World Patient Safety Day and the importance of data for patient’s health
by Jonathan Evans
Here, our Communications and External Affairs Manager, Jonny Evans, tells how PHIN is promoting the patient safety agenda from a data perspective, and asks what role we might all have - from hospital staff to patients - in ensuring that data is an effective instrument in standing up for patient safety.
‘First, do no harm’ is the most fundamental doctrine in medicine, and with good reason. It is sewn into every aspect of care provision - from guiding consultants’ treatment recommendations to our expectation as patients when receiving care. Aside from the most serious of cases, most of us expect to leave hospital in better health than we went in.
Data, while not being the most exciting area for many, plays a vital role in monitoring safety and understanding when and why things can sometimes go wrong. It is a means of understanding what happened in the past and what can be learned and improved to prevent further harm in future.
While organisations like Public Health England and NHS Digital have put in place robust systems for monitoring patient safety through evidence and data collection in NHS funded care, the same cannot historically be said for privately funded healthcare in the UK. This is where PHIN steps in; to provide a more comprehensive sense of safety for privately funded healthcare.
While our primary purpose is to present this information back to patients in a meaningful way to help inform their choice of healthcare providers, we also understand the broader value of the data we hold.
We estimate that around 95% of patients that access private healthcare in the UK are eligible for NHS treatment, and indeed most will rely on the NHS for their treatment for most of their healthcare needs throughout their life. There is now a greater consistency in how the quality and safety in patient care is monitored, regardless of where they receive their treatment.
We will continue to advocate for more comprehensive quality and safety reporting, particularly within private sector. However, ‘data’ isn’t just something that happens ‘out there’. We all have a role in ensuring that there is clear, accurate and complete data available to help doctors and medical professionals to help improve the quality and safety of health services.

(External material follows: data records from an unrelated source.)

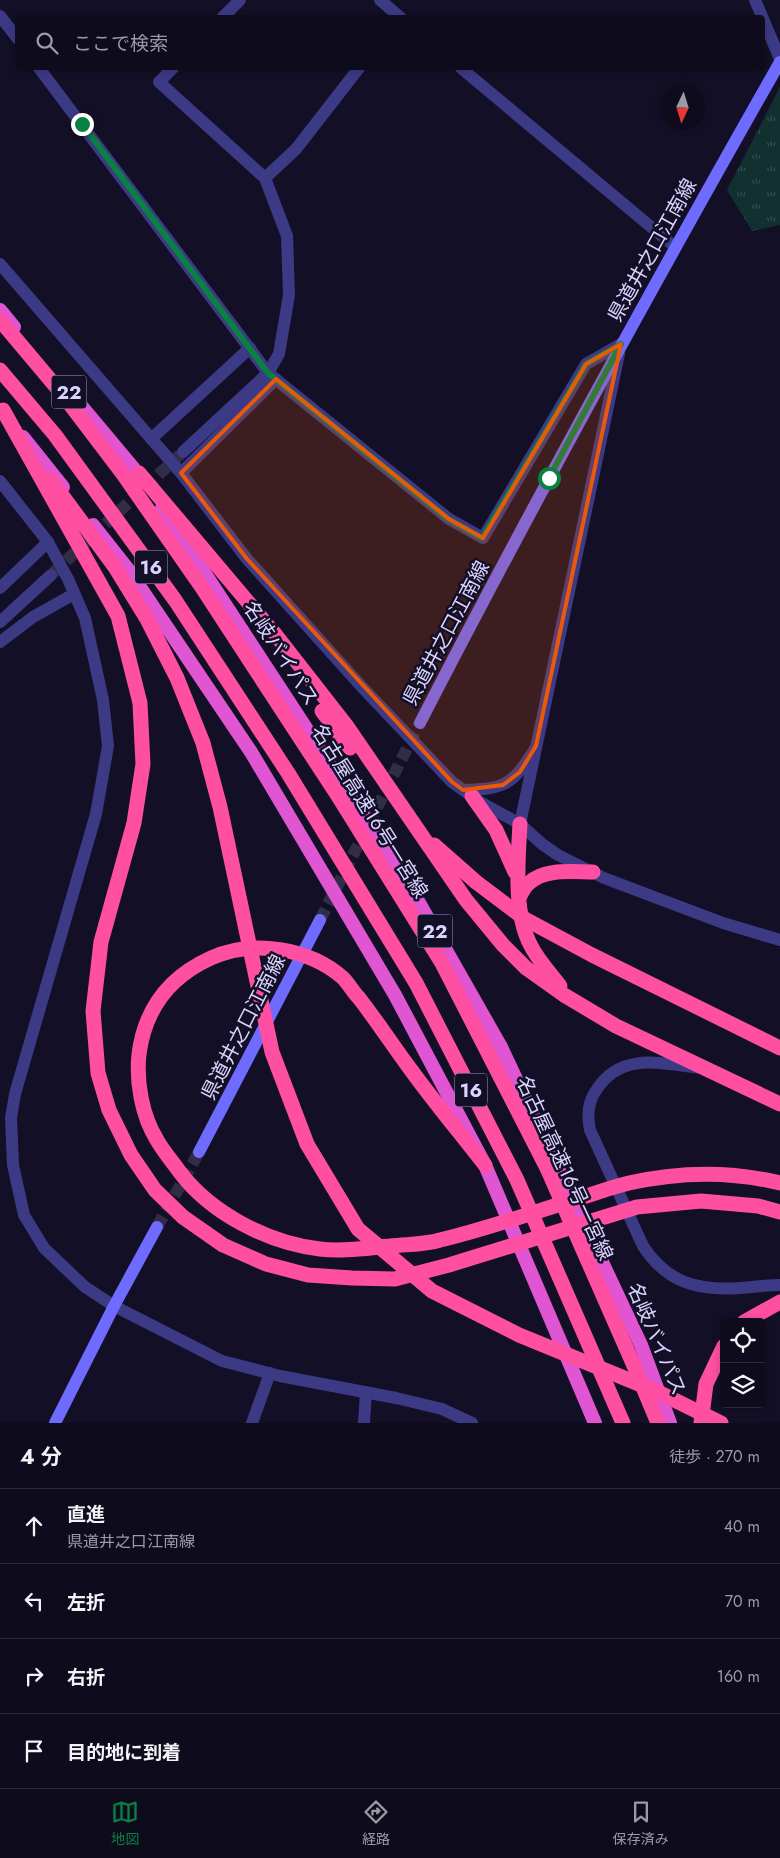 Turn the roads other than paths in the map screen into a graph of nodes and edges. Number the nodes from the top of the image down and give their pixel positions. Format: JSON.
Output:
{"nodes":[{"id":1,"x":240,"y":0,"type":"edge"},
{"id":2,"x":380,"y":0,"type":"edge"},
{"id":3,"x":755,"y":0,"type":"edge"},
{"id":4,"x":225,"y":15,"type":"edge"},
{"id":5,"x":397,"y":15,"type":"edge"},
{"id":6,"x":761,"y":15,"type":"edge"},
{"id":7,"x":0,"y":16,"type":"edge"},
{"id":8,"x":765,"y":24,"type":"edge"},
{"id":9,"x":15,"y":34,"type":"edge"},
{"id":10,"x":780,"y":60,"type":"edge"},
{"id":11,"x":41,"y":70,"type":"edge"},
{"id":12,"x":171,"y":70,"type":"edge"},
{"id":13,"x":357,"y":70,"type":"edge"},
{"id":14,"x":463,"y":70,"type":"edge"},
{"id":15,"x":265,"y":178,"type":"junction"},
{"id":16,"x":675,"y":247,"type":"junction"},
{"id":17,"x":0,"y":264,"type":"edge"},
{"id":18,"x":0,"y":310,"type":"edge"},
{"id":19,"x":0,"y":320,"type":"edge"},
{"id":20,"x":621,"y":344,"type":"junction"},
{"id":21,"x":250,"y":348,"type":"junction"},
{"id":22,"x":0,"y":370,"type":"edge"},
{"id":23,"x":272,"y":376,"type":"junction"},
{"id":24,"x":1,"y":410,"type":"edge"},
{"id":25,"x":151,"y":439,"type":"junction"},
{"id":26,"x":183,"y":452,"type":"tunnel mouth"},
{"id":27,"x":139,"y":473,"type":"junction"},
{"id":28,"x":181,"y":473,"type":"junction"},
{"id":29,"x":123,"y":474,"type":"junction"},
{"id":30,"x":0,"y":481,"type":"edge"},
{"id":31,"x":48,"y":542,"type":"junction"},
{"id":32,"x":51,"y":575,"type":"tunnel mouth"},
{"id":33,"x":0,"y":588,"type":"edge"},
{"id":34,"x":74,"y":594,"type":"junction"},
{"id":35,"x":0,"y":622,"type":"edge"},
{"id":36,"x":0,"y":642,"type":"edge"},
{"id":37,"x":420,"y":723,"type":"tunnel mouth"},
{"id":38,"x":536,"y":746,"type":"junction"},
{"id":39,"x":467,"y":793,"type":"junction"},
{"id":40,"x":520,"y":824,"type":"junction"},
{"id":41,"x":593,"y":872,"type":"junction"},
{"id":42,"x":519,"y":891,"type":"junction"},
{"id":43,"x":320,"y":920,"type":"tunnel mouth"},
{"id":44,"x":780,"y":940,"type":"edge"},
{"id":45,"x":573,"y":1001,"type":"junction"},
{"id":46,"x":780,"y":1048,"type":"edge"},
{"id":47,"x":702,"y":1069,"type":"junction"},
{"id":48,"x":780,"y":1104,"type":"edge"},
{"id":49,"x":199,"y":1152,"type":"tunnel mouth"},
{"id":50,"x":485,"y":1165,"type":"junction"},
{"id":51,"x":780,"y":1183,"type":"edge"},
{"id":52,"x":780,"y":1212,"type":"edge"},
{"id":53,"x":158,"y":1227,"type":"tunnel mouth"},
{"id":54,"x":780,"y":1286,"type":"edge"},
{"id":55,"x":780,"y":1302,"type":"edge"},
{"id":56,"x":114,"y":1306,"type":"junction"},
{"id":57,"x":751,"y":1318,"type":"edge"},
{"id":58,"x":720,"y":1354,"type":"edge"},
{"id":59,"x":270,"y":1373,"type":"junction"},
{"id":60,"x":706,"y":1384,"type":"junction"},
{"id":61,"x":366,"y":1392,"type":"junction"},
{"id":62,"x":55,"y":1423,"type":"edge"},
{"id":63,"x":252,"y":1423,"type":"edge"},
{"id":64,"x":364,"y":1423,"type":"edge"},
{"id":65,"x":472,"y":1423,"type":"edge"},
{"id":66,"x":594,"y":1423,"type":"edge"},
{"id":67,"x":623,"y":1423,"type":"edge"},
{"id":68,"x":658,"y":1423,"type":"edge"},
{"id":69,"x":670,"y":1423,"type":"edge"},
{"id":70,"x":701,"y":1423,"type":"edge"},
{"id":71,"x":713,"y":1423,"type":"edge"},
{"id":72,"x":721,"y":1423,"type":"edge"}],
"edges":[{"from":1,"to":4,"type":"street"},
{"from":2,"to":5,"type":"street"},
{"from":3,"to":6,"type":"street"},
{"from":7,"to":9,"type":"street"},
{"from":8,"to":10,"type":"street"},
{"from":10,"to":16,"type":"main road","name":"県道井之口江南線"},
{"from":11,"to":21,"type":"street"},
{"from":12,"to":15,"type":"street"},
{"from":13,"to":15,"type":"street"},
{"from":14,"to":16,"type":"street"},
{"from":15,"to":23,"type":"street"},
{"from":16,"to":20,"type":"main road","name":"県道井之口江南線"},
{"from":17,"to":25,"type":"street"},
{"from":18,"to":27,"type":"highway","name":"名岐バイパス","number":"22"},
{"from":19,"to":29,"type":"highway","name":"名古屋高速16号一宮線","number":"16"},
{"from":20,"to":23,"type":"street"},
{"from":20,"to":37,"type":"main road","name":"県道井之口江南線"},
{"from":20,"to":38,"type":"street"},
{"from":21,"to":23,"type":"street"},
{"from":21,"to":25,"type":"street"},
{"from":22,"to":67,"type":"highway","number":"16"},
{"from":23,"to":26,"type":"street"},
{"from":23,"to":28,"type":"street"},
{"from":24,"to":50,"type":"highway"},
{"from":24,"to":52,"type":"highway"},
{"from":24,"to":72,"type":"highway"},
{"from":25,"to":28,"type":"street"},
{"from":27,"to":45,"type":"highway"},
{"from":27,"to":69,"type":"highway","name":"名岐バイパス","number":"22"},
{"from":28,"to":39,"type":"street"},
{"from":29,"to":46,"type":"highway"},
{"from":29,"to":68,"type":"highway","name":"名古屋高速16号一宮線","number":"16"},
{"from":30,"to":31,"type":"street"},
{"from":31,"to":33,"type":"street"},
{"from":31,"to":34,"type":"street"},
{"from":32,"to":35,"type":"street"},
{"from":34,"to":36,"type":"street"},
{"from":34,"to":56,"type":"street"},
{"from":38,"to":39,"type":"street"},
{"from":38,"to":40,"type":"street"},
{"from":39,"to":40,"type":"street"},
{"from":39,"to":42,"type":"highway"},
{"from":40,"to":41,"type":"street"},
{"from":40,"to":42,"type":"highway"},
{"from":41,"to":42,"type":"highway"},
{"from":41,"to":44,"type":"street"},
{"from":42,"to":45,"type":"highway"},
{"from":43,"to":49,"type":"main road","name":"県道井之口江南線"},
{"from":45,"to":47,"type":"highway"},
{"from":47,"to":48,"type":"highway"},
{"from":47,"to":54,"type":"street"},
{"from":50,"to":51,"type":"highway"},
{"from":50,"to":66,"type":"highway"},
{"from":53,"to":56,"type":"main road"},
{"from":55,"to":57,"type":"highway"},
{"from":56,"to":59,"type":"street"},
{"from":56,"to":62,"type":"main road"},
{"from":58,"to":60,"type":"highway"},
{"from":59,"to":61,"type":"street"},
{"from":59,"to":63,"type":"street"},
{"from":60,"to":70,"type":"highway"},
{"from":60,"to":71,"type":"highway"},
{"from":61,"to":64,"type":"street"},
{"from":61,"to":65,"type":"street"}]}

Hospitals must continue to support patient safety by ensuring that they collect as complete and robust data as possible and submit it the relevant bodies, including PHIN. Equally, consultants have an important role in making sure that their practice data is accurate and complete. With over 800,000 episodes of care reported every year in private healthcare alone, it is inevitable that there will be some errors.

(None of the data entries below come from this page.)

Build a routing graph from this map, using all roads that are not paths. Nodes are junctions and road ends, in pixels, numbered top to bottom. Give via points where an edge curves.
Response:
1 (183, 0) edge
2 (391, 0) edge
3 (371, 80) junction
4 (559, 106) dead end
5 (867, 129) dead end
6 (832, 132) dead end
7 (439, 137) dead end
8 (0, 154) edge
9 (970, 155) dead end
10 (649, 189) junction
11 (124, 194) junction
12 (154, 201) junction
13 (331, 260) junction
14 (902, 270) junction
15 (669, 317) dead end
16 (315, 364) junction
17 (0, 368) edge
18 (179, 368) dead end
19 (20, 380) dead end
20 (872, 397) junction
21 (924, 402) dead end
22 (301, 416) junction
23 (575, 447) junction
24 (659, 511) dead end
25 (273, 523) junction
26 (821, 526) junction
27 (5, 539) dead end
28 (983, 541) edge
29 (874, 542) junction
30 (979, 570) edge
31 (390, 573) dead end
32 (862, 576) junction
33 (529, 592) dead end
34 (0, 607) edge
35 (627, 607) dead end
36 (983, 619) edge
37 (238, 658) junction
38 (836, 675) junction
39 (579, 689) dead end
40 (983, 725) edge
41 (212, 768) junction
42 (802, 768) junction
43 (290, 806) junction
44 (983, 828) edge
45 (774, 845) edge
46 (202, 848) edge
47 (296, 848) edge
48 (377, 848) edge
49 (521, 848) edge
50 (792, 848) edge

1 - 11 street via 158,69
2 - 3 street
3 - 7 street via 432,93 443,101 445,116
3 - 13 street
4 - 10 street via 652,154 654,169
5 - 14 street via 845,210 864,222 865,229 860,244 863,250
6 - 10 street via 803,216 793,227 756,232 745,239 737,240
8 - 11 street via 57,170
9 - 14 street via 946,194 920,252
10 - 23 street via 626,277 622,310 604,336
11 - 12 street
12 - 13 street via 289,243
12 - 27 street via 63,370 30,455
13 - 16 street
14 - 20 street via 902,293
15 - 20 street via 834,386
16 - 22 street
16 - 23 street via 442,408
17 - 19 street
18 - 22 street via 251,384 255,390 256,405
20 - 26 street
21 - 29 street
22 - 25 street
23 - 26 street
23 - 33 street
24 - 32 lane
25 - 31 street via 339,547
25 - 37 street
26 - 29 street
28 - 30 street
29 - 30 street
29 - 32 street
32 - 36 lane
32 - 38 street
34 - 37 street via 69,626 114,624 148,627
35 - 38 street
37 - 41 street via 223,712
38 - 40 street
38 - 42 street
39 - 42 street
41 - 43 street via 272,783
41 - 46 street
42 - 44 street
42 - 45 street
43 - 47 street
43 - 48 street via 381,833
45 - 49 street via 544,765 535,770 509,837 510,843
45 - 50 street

But perhaps most important is us - patients. Whatever our position inside or outside healthcare, we are all also patients and we all have a role in advocating for better information about the services we use, and ensuring the data on our healthcare can be collected and used to help improve services and protect others in the future. In this new age of GDPR it can be tempting to jump off the grid. I for one don’t appreciate internet companies monitoring my every move.
The information that’s collected about me through social media, my search history and smartphone is used to build a profile of my likes and dislikes. It will tell you the music and sports I like, about my family situation, and can even tell you how I get to work. This all feel a bit ‘big brotherly’, and ultimately, it’s all geared towards one thing – selling me more stuff.
But healthcare is inherently different. Healthcare data helps us build a profile of a hospital, disease or even procedure. It helps us understand how regularly a procedure was successful for a certain type of patient, or situations where incidents have been more prevalent. These are all events that can be understood and learned from to protect future patients. While a level of data will always be collected to assist in your care, the more we can add to its depth and richness, the greater chance there is of improving safety for everyone.
I always encourage my friends and family to agree for their data to be used in research. At PHIN we collect a wide range of data which details patient’s experience of the care they receive, from patient feedback to health assessment questionnaires (often referred to as PROMs). These add vital depth and flavour to our experience of healthcare, answering the question – did not only nothing go wrong, but did my health improve?
By simply filling in the feedback and questionnaires – as honestly and completely as possible, we are playing an important role in standing up for patient safety. Data is power, and the more power we can give doctors and medical professionals, the more we can expect in return.